As I understand from this bug - <https://youtrack....
# javascript
m
As I understand from this bug - https://youtrack.jetbrains.com/issue/KT-43500 - it seems like IR Javascript compilation fails when dealing with any compileOnly dependency. Now that the Legacy compiler is deprecated, this would mean that compileOnly dependencies cannot be used for Javascript at all. That seems very unfortunate.
b
What's your use-case for such dependencies in js?
m
My use case is as follows: I have created a symbol processor that makes Android's Room work with Kotlin multiplatform (by generating JVM/JS code). Now I need to be able to use Androidx.room annotations on code that I want to compile on JVM/JS. So I created a module with copies of those annotations, and included it as a compileOnly dependency. If I use an implementation dependency, then I would get a duplicate class error. I think my use case is the standard use case for compileOnly: I want to compile against one implementation, but then be able to use a different implementation at runtime.
b
I see, I think rather than plain copying jvm room annotations, you should create a kmp module that declares expect/actual for those annotations and just typealias them to room annotations on jvm actuals. This is a solution to your immediate problem and NOT an argument against your use-case for compileOnly dependency support
m
Thanks, I did try going down the expect/actual path - but I hit two big problems: 1. You can't include default values in the expect declaration if you use a typealias. So that means any multiplatform code would have to explicitly specify every argument and defaults wouldn't work
b
Although now that I think about it, it might not be an issue with compileOnly, but rather incorrect kmp dependency module that doesn't support all required targets
m
2. The symbol processor (since 1.7) won't resolve expect/actual annotations by default. The annotation processor author has to do that themselves. So when Room's own annotation processor runs, it won't recognize expect/actual as the same thing
b
Legacy js compiler was known to be very lax when it came to enforcing kmp requirements
When room runs it should see only room annotations on jvm. No idea what happens on js
m
It definitely isn't an issue with supporting all kmp targets: I used the same code on JVM and JS
I used a shared source set... e.g. for all non-Android supported targets
b
Got it, I might be wrong then
You mean without declaring all the targets on shared that the consumer module uses?
m
Sorry I don't understand what you mean "without declaring all target on shared that the consumer module uses?"
b
In order to use a kmp library, it must declare and be compiled for all the targets that your consumer uses
m
That is the case... they are both my projects...
b
For example if you have a module that declares js and jvm targets, you can only use libs in commonMain that also declare js and jvm
m
The module itself compiled for JS(BOTH), JVM, and Android
the consumer would compile for Js(legacy), JVM, and Android
b
Regardless if the lib is remote (mavenCentral) or local (module)
m
But if I set the consumer to Js(IR) - then I get the same as error as mentioned on the bug report
👍 1
b
Gotcha, ignore all I said then. Looks like your kmp setup is correct at the very least 😀
Note that that particular error is very generic and happens in many different cases, not just the ones reported there.
m
For now, I could try using exclude on gradle to try and block an implementation dependency from coming into Android
Yes - I see the error itself is quite generic - but what struck me is what I'm doing is exactly the same - using compileOnly for an annotation dependency
My point being to not discount the possibility that your issue might be unrelated
m
I really hope not - I have spent most of the days working on / trying/ thinking about ways around it.

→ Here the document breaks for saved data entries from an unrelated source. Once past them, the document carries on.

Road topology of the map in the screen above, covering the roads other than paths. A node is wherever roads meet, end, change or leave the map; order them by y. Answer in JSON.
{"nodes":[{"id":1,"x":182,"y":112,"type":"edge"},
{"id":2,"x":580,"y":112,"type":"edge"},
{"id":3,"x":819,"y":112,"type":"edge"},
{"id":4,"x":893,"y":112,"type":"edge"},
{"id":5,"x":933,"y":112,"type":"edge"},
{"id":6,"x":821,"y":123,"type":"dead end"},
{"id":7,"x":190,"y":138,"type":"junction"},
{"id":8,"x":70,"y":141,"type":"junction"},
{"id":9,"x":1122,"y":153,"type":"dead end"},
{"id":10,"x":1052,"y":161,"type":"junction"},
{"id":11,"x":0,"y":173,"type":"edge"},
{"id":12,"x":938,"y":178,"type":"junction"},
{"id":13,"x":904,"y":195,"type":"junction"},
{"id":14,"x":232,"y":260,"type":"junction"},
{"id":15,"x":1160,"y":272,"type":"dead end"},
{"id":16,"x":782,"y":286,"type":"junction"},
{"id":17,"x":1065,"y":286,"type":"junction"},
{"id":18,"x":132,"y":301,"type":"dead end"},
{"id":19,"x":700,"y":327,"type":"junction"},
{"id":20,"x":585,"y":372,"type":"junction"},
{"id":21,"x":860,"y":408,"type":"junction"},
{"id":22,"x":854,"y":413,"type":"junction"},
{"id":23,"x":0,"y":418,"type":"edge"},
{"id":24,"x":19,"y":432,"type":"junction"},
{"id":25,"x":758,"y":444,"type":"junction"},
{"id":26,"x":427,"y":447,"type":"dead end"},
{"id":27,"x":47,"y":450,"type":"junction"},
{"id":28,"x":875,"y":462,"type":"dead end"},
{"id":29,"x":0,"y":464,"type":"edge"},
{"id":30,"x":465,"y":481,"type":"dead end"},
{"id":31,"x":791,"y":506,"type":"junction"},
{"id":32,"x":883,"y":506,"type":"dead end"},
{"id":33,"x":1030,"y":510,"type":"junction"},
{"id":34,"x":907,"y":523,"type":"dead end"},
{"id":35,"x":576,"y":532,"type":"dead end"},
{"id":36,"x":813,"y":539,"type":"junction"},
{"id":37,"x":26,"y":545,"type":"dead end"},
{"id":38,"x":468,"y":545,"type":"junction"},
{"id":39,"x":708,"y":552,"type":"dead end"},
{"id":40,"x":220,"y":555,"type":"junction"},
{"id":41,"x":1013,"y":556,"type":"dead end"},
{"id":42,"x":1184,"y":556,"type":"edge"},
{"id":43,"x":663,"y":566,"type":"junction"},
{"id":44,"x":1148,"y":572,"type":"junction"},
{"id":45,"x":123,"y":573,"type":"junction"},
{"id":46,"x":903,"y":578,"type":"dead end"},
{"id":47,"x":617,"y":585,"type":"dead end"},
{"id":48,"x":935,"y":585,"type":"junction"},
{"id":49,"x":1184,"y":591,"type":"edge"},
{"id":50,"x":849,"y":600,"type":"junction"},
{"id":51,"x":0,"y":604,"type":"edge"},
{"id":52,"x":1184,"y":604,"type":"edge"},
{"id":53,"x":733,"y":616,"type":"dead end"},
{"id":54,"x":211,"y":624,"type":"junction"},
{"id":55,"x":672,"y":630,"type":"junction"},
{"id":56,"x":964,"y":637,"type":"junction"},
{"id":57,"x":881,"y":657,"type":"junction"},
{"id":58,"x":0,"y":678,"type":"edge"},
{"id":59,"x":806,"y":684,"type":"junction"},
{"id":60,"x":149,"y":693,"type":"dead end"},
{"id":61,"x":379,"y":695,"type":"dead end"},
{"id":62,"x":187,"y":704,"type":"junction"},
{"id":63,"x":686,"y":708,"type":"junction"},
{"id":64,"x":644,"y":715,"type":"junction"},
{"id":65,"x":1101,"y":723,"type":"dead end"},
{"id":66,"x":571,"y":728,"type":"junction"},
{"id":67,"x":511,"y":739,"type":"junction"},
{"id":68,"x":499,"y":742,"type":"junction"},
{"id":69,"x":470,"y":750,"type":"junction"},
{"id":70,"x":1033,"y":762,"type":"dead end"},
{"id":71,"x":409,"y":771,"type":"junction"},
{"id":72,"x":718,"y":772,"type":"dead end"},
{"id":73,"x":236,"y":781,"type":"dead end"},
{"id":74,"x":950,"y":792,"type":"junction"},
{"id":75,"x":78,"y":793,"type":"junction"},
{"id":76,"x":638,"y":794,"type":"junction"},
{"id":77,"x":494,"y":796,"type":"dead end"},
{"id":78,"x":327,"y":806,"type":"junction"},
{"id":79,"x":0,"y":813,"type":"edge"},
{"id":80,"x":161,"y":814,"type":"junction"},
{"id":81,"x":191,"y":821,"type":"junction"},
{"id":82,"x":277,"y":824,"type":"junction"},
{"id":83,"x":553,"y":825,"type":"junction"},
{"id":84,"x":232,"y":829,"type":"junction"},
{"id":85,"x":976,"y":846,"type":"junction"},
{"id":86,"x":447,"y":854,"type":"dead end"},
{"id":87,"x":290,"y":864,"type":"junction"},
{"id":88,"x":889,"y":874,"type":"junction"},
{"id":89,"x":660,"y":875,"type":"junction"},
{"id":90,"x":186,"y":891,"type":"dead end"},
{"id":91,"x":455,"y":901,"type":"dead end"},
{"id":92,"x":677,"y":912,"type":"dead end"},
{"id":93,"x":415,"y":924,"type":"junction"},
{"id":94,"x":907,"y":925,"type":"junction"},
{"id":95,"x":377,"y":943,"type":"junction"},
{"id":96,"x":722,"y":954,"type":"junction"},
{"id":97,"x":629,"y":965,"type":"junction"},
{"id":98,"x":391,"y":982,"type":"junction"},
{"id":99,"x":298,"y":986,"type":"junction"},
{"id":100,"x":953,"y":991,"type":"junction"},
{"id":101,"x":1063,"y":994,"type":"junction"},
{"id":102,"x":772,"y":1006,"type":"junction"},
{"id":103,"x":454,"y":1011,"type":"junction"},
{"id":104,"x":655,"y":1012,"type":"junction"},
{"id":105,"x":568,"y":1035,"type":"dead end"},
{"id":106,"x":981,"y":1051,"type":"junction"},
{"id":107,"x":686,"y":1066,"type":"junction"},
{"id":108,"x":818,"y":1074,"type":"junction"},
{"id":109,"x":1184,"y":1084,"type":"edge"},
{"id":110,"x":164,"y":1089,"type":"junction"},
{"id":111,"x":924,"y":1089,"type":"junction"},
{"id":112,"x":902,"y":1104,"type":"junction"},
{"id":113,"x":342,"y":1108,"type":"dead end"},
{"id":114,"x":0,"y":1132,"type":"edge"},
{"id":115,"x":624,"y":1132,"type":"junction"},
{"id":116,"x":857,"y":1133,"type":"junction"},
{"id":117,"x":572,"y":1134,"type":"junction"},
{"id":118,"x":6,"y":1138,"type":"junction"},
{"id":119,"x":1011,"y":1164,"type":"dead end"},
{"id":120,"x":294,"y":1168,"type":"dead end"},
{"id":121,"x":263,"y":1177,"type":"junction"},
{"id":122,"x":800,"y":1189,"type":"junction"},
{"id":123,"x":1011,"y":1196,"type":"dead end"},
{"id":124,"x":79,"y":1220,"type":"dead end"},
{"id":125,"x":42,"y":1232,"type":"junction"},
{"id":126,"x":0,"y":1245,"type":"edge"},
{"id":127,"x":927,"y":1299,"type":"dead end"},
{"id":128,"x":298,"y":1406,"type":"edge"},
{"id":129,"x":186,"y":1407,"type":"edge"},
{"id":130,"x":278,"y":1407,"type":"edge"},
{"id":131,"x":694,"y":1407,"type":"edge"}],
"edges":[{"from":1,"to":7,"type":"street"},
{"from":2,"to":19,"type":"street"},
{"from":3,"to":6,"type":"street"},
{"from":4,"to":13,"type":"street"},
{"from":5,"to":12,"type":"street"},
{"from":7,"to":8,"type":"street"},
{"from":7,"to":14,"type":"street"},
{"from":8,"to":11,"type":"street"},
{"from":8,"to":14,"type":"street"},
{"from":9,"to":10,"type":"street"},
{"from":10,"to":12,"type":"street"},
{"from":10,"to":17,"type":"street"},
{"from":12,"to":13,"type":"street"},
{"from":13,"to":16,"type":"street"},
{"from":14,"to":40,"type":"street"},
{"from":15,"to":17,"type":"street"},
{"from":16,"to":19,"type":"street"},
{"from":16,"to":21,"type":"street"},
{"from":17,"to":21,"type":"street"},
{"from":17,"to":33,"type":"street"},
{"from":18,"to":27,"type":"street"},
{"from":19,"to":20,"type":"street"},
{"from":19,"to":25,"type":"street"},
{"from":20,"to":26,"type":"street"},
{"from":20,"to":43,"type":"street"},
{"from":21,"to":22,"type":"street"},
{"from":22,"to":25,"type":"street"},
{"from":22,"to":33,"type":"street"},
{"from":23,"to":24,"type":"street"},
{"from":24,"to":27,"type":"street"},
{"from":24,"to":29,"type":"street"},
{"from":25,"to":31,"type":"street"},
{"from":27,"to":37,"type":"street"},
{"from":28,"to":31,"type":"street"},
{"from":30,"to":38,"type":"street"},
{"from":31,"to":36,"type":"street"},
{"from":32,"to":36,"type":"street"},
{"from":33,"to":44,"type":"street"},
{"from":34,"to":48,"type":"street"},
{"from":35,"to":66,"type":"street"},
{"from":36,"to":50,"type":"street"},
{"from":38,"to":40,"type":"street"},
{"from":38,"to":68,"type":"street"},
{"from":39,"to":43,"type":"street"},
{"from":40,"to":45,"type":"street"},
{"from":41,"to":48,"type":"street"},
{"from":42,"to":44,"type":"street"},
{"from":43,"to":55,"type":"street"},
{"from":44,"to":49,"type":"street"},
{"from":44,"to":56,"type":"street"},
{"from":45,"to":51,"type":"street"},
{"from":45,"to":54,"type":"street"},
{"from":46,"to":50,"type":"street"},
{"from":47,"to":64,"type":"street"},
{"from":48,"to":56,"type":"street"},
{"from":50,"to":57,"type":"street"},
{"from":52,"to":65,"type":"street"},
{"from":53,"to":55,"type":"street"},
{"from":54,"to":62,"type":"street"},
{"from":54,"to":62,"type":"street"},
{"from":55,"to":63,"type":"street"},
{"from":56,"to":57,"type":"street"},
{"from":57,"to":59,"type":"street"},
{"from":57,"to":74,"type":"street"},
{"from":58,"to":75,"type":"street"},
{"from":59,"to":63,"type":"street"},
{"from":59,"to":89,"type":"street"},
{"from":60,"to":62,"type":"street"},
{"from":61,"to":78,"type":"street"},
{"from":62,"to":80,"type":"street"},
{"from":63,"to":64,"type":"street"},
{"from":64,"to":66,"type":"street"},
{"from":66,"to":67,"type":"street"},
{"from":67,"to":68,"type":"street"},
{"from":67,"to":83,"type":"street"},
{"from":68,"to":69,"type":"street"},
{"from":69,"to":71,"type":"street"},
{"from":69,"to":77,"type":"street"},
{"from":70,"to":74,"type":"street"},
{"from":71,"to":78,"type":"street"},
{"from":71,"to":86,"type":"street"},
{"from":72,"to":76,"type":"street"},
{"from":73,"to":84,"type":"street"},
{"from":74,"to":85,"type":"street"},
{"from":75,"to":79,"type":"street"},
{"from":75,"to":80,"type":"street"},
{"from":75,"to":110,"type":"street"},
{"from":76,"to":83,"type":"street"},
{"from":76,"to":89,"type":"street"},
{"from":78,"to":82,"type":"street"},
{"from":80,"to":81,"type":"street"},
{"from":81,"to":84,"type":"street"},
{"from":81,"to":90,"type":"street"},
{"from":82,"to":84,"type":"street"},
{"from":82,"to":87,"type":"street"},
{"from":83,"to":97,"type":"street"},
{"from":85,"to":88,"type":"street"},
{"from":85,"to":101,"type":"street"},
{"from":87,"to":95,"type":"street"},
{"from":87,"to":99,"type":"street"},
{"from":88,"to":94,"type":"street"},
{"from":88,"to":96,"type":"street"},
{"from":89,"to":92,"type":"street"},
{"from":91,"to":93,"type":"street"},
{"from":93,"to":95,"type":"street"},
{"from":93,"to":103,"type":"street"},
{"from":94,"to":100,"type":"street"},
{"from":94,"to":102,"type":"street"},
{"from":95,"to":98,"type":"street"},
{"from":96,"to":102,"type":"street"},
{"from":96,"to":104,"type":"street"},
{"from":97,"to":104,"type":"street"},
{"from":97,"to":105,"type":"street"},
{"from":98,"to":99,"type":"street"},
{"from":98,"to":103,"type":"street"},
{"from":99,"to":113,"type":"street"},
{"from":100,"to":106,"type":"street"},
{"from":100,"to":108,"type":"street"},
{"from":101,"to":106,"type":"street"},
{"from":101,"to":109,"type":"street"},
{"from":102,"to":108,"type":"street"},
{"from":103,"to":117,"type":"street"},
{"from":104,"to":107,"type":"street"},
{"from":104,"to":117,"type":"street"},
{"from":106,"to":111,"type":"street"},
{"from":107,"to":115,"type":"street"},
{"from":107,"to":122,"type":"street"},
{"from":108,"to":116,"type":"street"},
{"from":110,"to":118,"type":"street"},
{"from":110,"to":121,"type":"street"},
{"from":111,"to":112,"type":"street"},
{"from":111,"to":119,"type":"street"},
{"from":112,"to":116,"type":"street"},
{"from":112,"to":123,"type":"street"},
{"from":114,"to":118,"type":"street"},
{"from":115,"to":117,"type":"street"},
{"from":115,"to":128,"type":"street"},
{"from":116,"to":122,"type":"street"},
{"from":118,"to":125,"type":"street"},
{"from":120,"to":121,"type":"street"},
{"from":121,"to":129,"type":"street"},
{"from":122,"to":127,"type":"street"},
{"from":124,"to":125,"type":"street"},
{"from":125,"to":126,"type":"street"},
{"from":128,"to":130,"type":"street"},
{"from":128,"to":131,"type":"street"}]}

I will try using the dependency as an implementation and exclude to avoid it coming onto Android. Not ideal, but could workaround the issue for now. If that works, I'll message back and maybe add to the discussion on the bug report.
b
You're not alone, lots of people have wasted days on that error
m
The bug report does have an attached basic reproduction case... that was done back in Kotlin 1.4 days...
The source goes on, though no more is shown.